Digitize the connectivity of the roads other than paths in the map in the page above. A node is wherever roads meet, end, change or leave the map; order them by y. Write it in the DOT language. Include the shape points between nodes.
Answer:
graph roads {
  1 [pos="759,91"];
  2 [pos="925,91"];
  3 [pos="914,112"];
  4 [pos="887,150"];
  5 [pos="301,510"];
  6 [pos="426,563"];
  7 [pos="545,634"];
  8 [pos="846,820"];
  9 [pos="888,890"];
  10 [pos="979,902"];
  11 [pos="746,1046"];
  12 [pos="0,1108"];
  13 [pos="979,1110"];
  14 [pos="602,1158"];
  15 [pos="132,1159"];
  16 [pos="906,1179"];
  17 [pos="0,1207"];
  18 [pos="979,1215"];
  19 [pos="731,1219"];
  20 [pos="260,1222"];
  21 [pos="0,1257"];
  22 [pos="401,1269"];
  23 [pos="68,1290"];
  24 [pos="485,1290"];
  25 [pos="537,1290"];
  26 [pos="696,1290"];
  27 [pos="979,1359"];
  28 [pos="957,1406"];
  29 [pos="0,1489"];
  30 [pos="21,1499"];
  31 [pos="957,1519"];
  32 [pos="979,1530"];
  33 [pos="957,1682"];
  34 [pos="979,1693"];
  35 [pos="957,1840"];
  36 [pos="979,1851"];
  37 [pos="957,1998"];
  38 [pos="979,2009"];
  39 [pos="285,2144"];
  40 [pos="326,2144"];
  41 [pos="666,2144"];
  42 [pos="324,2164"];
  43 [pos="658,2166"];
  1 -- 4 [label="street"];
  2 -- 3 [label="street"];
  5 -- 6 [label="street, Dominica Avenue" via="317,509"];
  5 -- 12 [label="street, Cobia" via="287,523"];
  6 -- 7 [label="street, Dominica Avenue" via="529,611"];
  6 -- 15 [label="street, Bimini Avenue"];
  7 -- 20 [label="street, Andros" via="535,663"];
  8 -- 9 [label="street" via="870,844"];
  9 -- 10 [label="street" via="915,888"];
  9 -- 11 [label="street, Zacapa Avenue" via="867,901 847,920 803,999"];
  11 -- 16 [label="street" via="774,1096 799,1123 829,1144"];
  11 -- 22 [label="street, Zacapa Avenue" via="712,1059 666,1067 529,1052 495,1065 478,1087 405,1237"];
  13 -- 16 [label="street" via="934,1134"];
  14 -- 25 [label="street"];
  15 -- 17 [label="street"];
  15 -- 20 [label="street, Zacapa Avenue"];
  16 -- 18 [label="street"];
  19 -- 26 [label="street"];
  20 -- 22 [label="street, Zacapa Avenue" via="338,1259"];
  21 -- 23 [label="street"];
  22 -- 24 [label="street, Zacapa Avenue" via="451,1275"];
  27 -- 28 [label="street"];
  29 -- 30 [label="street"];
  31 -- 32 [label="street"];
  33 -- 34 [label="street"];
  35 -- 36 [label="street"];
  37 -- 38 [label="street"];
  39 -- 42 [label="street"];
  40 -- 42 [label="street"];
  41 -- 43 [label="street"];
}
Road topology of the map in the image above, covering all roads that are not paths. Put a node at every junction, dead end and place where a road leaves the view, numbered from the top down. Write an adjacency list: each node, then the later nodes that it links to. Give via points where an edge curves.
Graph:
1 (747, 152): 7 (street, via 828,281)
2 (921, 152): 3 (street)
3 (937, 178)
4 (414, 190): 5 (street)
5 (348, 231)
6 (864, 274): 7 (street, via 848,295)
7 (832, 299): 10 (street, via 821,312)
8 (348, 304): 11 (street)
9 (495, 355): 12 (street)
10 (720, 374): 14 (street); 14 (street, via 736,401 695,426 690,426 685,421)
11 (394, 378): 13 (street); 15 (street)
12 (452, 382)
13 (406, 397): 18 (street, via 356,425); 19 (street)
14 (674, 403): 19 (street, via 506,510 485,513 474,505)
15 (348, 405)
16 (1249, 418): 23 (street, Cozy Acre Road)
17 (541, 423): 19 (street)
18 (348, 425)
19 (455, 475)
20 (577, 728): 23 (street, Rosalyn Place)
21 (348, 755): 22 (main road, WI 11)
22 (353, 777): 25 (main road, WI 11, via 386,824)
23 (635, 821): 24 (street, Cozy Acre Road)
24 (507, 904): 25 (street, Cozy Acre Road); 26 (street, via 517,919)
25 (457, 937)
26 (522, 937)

## WORK ORDER
Please print the records above exactly, leaving nothing out.

## RESULT
Digitize the connectivity of the roads other than paths in the map in the page above. A node is wherever roads meet, end, change or leave the map; order them by y. Write it in the DOT language. Include the shape points between nodes.
Answer:
graph roads {
  1 [pos="759,91"];
  2 [pos="925,91"];
  3 [pos="914,112"];
  4 [pos="887,150"];
  5 [pos="301,510"];
  6 [pos="426,563"];
  7 [pos="545,634"];
  8 [pos="846,820"];
  9 [pos="888,890"];
  10 [pos="979,902"];
  11 [pos="746,1046"];
  12 [pos="0,1108"];
  13 [pos="979,1110"];
  14 [pos="602,1158"];
  15 [pos="132,1159"];
  16 [pos="906,1179"];
  17 [pos="0,1207"];
  18 [pos="979,1215"];
  19 [pos="731,1219"];
  20 [pos="260,1222"];
  21 [pos="0,1257"];
  22 [pos="401,1269"];
  23 [pos="68,1290"];
  24 [pos="485,1290"];
  25 [pos="537,1290"];
  26 [pos="696,1290"];
  27 [pos="979,1359"];
  28 [pos="957,1406"];
  29 [pos="0,1489"];
  30 [pos="21,1499"];
  31 [pos="957,1519"];
  32 [pos="979,1530"];
  33 [pos="957,1682"];
  34 [pos="979,1693"];
  35 [pos="957,1840"];
  36 [pos="979,1851"];
  37 [pos="957,1998"];
  38 [pos="979,2009"];
  39 [pos="285,2144"];
  40 [pos="326,2144"];
  41 [pos="666,2144"];
  42 [pos="324,2164"];
  43 [pos="658,2166"];
  1 -- 4 [label="street"];
  2 -- 3 [label="street"];
  5 -- 6 [label="street, Dominica Avenue" via="317,509"];
  5 -- 12 [label="street, Cobia" via="287,523"];
  6 -- 7 [label="street, Dominica Avenue" via="529,611"];
  6 -- 15 [label="street, Bimini Avenue"];
  7 -- 20 [label="street, Andros" via="535,663"];
  8 -- 9 [label="street" via="870,844"];
  9 -- 10 [label="street" via="915,888"];
  9 -- 11 [label="street, Zacapa Avenue" via="867,901 847,920 803,999"];
  11 -- 16 [label="street" via="774,1096 799,1123 829,1144"];
  11 -- 22 [label="street, Zacapa Avenue" via="712,1059 666,1067 529,1052 495,1065 478,1087 405,1237"];
  13 -- 16 [label="street" via="934,1134"];
  14 -- 25 [label="street"];
  15 -- 17 [label="street"];
  15 -- 20 [label="street, Zacapa Avenue"];
  16 -- 18 [label="street"];
  19 -- 26 [label="street"];
  20 -- 22 [label="street, Zacapa Avenue" via="338,1259"];
  21 -- 23 [label="street"];
  22 -- 24 [label="street, Zacapa Avenue" via="451,1275"];
  27 -- 28 [label="street"];
  29 -- 30 [label="street"];
  31 -- 32 [label="street"];
  33 -- 34 [label="street"];
  35 -- 36 [label="street"];
  37 -- 38 [label="street"];
  39 -- 42 [label="street"];
  40 -- 42 [label="street"];
  41 -- 43 [label="street"];
}
Road topology of the map in the image above, covering all roads that are not paths. Put a node at every junction, dead end and place where a road leaves the view, numbered from the top down. Write an adjacency list: each node, then the later nodes that it links to. Give via points where an edge curves.
Graph:
1 (747, 152): 7 (street, via 828,281)
2 (921, 152): 3 (street)
3 (937, 178)
4 (414, 190): 5 (street)
5 (348, 231)
6 (864, 274): 7 (street, via 848,295)
7 (832, 299): 10 (street, via 821,312)
8 (348, 304): 11 (street)
9 (495, 355): 12 (street)
10 (720, 374): 14 (street); 14 (street, via 736,401 695,426 690,426 685,421)
11 (394, 378): 13 (street); 15 (street)
12 (452, 382)
13 (406, 397): 18 (street, via 356,425); 19 (street)
14 (674, 403): 19 (street, via 506,510 485,513 474,505)
15 (348, 405)
16 (1249, 418): 23 (street, Cozy Acre Road)
17 (541, 423): 19 (street)
18 (348, 425)
19 (455, 475)
20 (577, 728): 23 (street, Rosalyn Place)
21 (348, 755): 22 (main road, WI 11)
22 (353, 777): 25 (main road, WI 11, via 386,824)
23 (635, 821): 24 (street, Cozy Acre Road)
24 (507, 904): 25 (street, Cozy Acre Road); 26 (street, via 517,919)
25 (457, 937)
26 (522, 937)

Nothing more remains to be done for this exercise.